O conteúdo político está no desenrolar das emoções das personagens, detalhes humanistas com que Bardem lidava tão bem, como a grande culpa de Juan, o homem que ilude a inocente Isabel com falsas juras de amor e não consegue se livrar da pressão social para ser canalha, num claro exemplo de covardia por fazer parte de um sistema a qual não concorda e também não consegue lutar contra. Com exemplos de infantilidade de quem nunca teve que enfrentar seus próprios problemas, suas próprias contradições e precisa buscar uma diversão imatura nos outros, na turma de homens bebezões dá-se o vislumbre do regime franquista e sua população evasiva. Juan é um covarde que se deixa levar pelo ambiente e mentalidade tacanha de seus colegas, mesmo discordando de suas atitudes. Mas Isabel tem a chave para fugir, fugir daquelas crianças supostamente adultas, embora ela resolva ficar e lutar, tornando-se agora uma mulher madura.
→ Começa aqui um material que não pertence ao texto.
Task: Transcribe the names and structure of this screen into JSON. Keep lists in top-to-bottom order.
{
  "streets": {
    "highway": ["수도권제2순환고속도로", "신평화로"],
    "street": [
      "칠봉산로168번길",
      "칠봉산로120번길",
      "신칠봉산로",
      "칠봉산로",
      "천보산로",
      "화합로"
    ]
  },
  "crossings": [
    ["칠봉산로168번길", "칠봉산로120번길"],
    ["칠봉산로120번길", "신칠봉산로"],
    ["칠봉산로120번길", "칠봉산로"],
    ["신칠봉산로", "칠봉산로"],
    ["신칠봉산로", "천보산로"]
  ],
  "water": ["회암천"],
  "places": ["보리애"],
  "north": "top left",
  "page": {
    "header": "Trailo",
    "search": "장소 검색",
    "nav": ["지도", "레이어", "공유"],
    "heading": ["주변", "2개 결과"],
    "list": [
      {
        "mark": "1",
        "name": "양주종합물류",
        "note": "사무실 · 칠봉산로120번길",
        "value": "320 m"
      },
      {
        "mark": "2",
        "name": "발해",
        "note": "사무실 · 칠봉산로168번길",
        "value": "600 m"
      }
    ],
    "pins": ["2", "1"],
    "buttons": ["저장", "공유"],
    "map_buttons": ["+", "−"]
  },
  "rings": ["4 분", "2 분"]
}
Nota 1: Dessas curiosidades nem sempre inúteis, Betsy Blair interpretou a personagem de Julianne Moore idosa em As Horas, mas posteriormente por falta de identificação física entre Moore e Blair, Moore refilmou as cenas com maquiagem. Uma pena, seria mais uma das mais expressivas atrizes a fazer coro com um elenco já sensacional e não duvido que a escolha de Blair para tal papel tenha ligação direta com sua Isabel de Calle Mayor, tanto Laura quanto Isabel são personagens inversamente proporcionais em seus desejos e idênticas em seus sofrimentos.
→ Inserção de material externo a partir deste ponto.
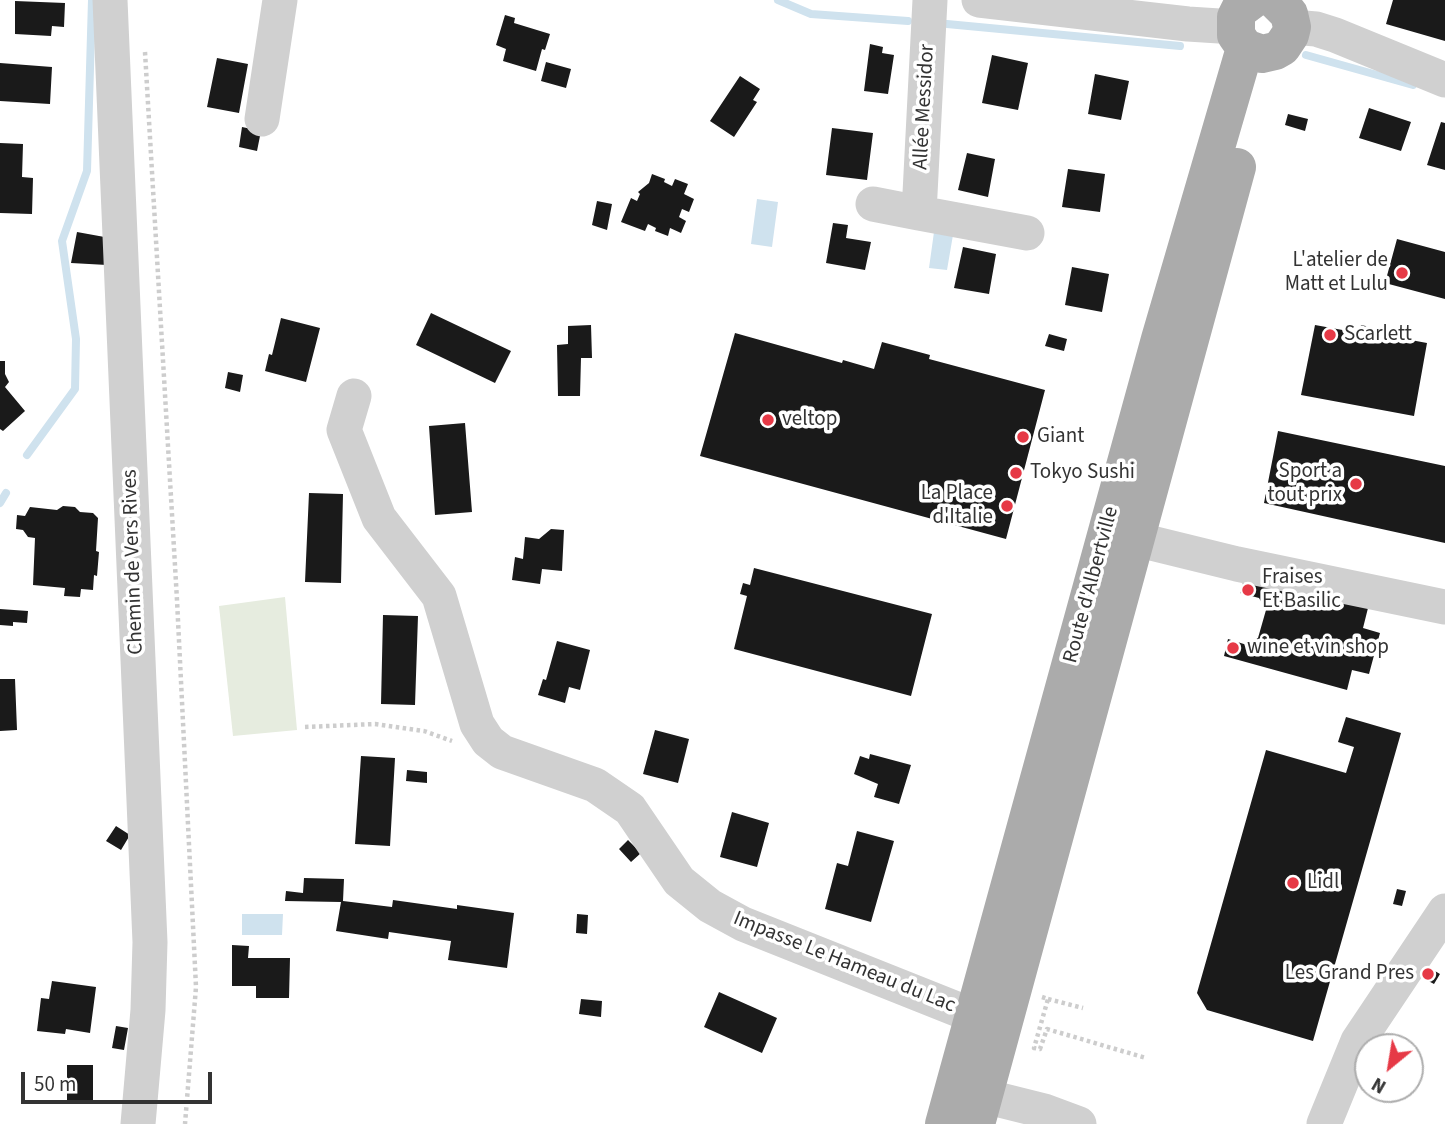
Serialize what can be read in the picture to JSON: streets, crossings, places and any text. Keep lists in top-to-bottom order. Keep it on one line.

Nota 2: Esse pôster que acompanha a postagem é um dos mais perfeitos em que coloquei os olhos, o filme todo está nele, sem subterfúgios, sem ambigüidades, sem máscaras. A rua, a chuva, Isabel sozinha e, especialmente, a grande luminária que por muitas vezes iluminará inutilmente seu rosto. Poster simplesmente perfeito.
Nota 3: Bardem foi preso durante as filmagens de Calle Mayor, conseguiu sair e mudou muitas coisas no filme, inclusive a cidade de locação principal.
Nota 4: Sim, sim, tio Juan é irmão de Pilar, filho de Rafael e Matilde, tio de Mónica, Carlos e Javier. O meu Javier.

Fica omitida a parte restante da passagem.